I. J. Berthe Hess (4 November 1925 - 6 April 1996) was a French-born painter recognized for having created the Bertisme technique, which involves the "sculpting" by brush of great quantities of oil paint on canvas.

==Early life==
Hess was born Berthe Isapow on 4 November 1925 in Belleville, Paris, France to Russian parents, Joseph and Chaja Isapow, who owned a leather factory and had four other children. On her father's side, she is related to Igor Stravinsky, the Russian composer.
In 1933, when Berthe was eight years of age, they moved to the Porte des Lilas. During the second world war, their house was used by partisans and resistants, and Berthe was engaged in delivering messages to French Resistance leader, Jean Moulin.
At the age of 24, she met a 21-year-old British citizen, Adolph Hess. They married immediately and in 1951, she gave birth to a daughter, the dancer and choreographer Mauricette Fortunée Hess, mother of singer, musician and graphic novel author, Sol Hess.

==Career==

Les Chevaux Demi-Sauvages, by Hess, 1964

During her career, she both signed her work and authenticated it by a thumb print in the back of the canvas. Hess' Bertisme technique, named as such by the influential British art critic Peter Fuller, involved the "sculpting" by brush of great quantities of oil paint on canvas. As a result, the surface on most paintings by Hess are about two inches thick and took up to several years to dry. When seen up-close, the surface appears as a labyrinth of colour and light trapped in thick tunnels of paint and, when viewed from a certain distance, Hess' scenes progressively emerge from the canvas. The biggest paintings would take her a year to complete and seven years to dry.
As Hess' production was greatly limited in terms of quantity by the time each painting took, her work is extremely rare. In addition the technique is so demanding and complex that it has been said to be impossible to forge, and all attempts to do so seem to have failed.

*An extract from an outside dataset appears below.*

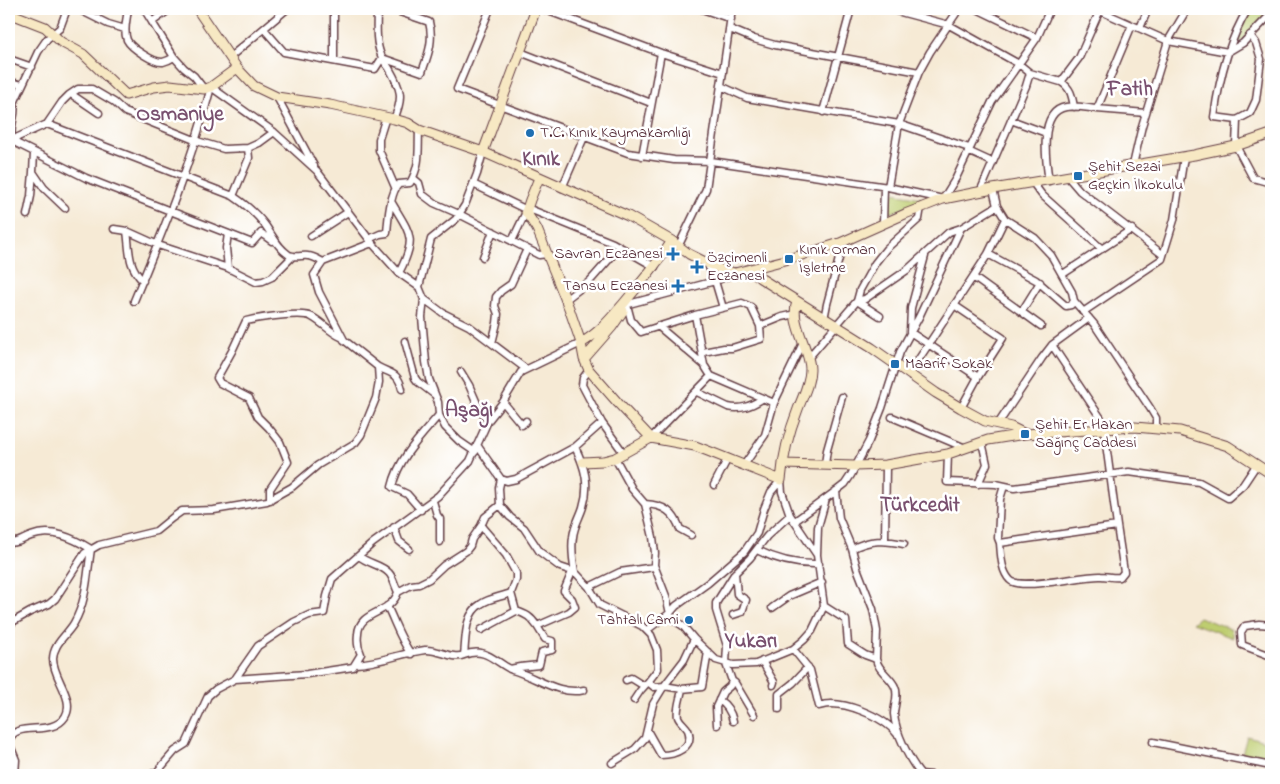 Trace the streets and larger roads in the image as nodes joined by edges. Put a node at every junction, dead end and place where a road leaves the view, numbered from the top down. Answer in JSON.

Due to its use of colour and light, Bertisme has often been described as being "One Step Beyond Impressionism", and while Hess has been compared to artists such as Turner, Pissarro, Manet, Rubens, Utrillo, and also Pollock, it has however been admitted by all that her work is unique. In 1969, Peter Fuller, who was to write a book about Hess before his tragic accident declared Hess' art as "… a real contribution to the art of this century."

Hess died 6 April 1996 in Bazas, France.

== The B. H. Corner Gallery ==
In 1967, the Hess family moved to London, England and opened the B. H. Corner Gallery, on Cathedral Place next to Paternoster Square and Saint Paul's Cathedral in the City of London. They used the gallery to promote the work of young contemporary artists, and in 1972 a part of it gave birth to a permanent exhibition of Hess' work.
The gallery was a very popular venue, which saw a procession of all kinds of visitors, including show-business stars, politicians, artists and writers, and was a frequent hangout for all strata of the City's population. Adolph Hess ran the gallery until his death of multiple sclerosis in 1977 after which Berthe and her daughter Mauricette continued his work until 1987 when it had to close due to redevelopment of Paternoster Square.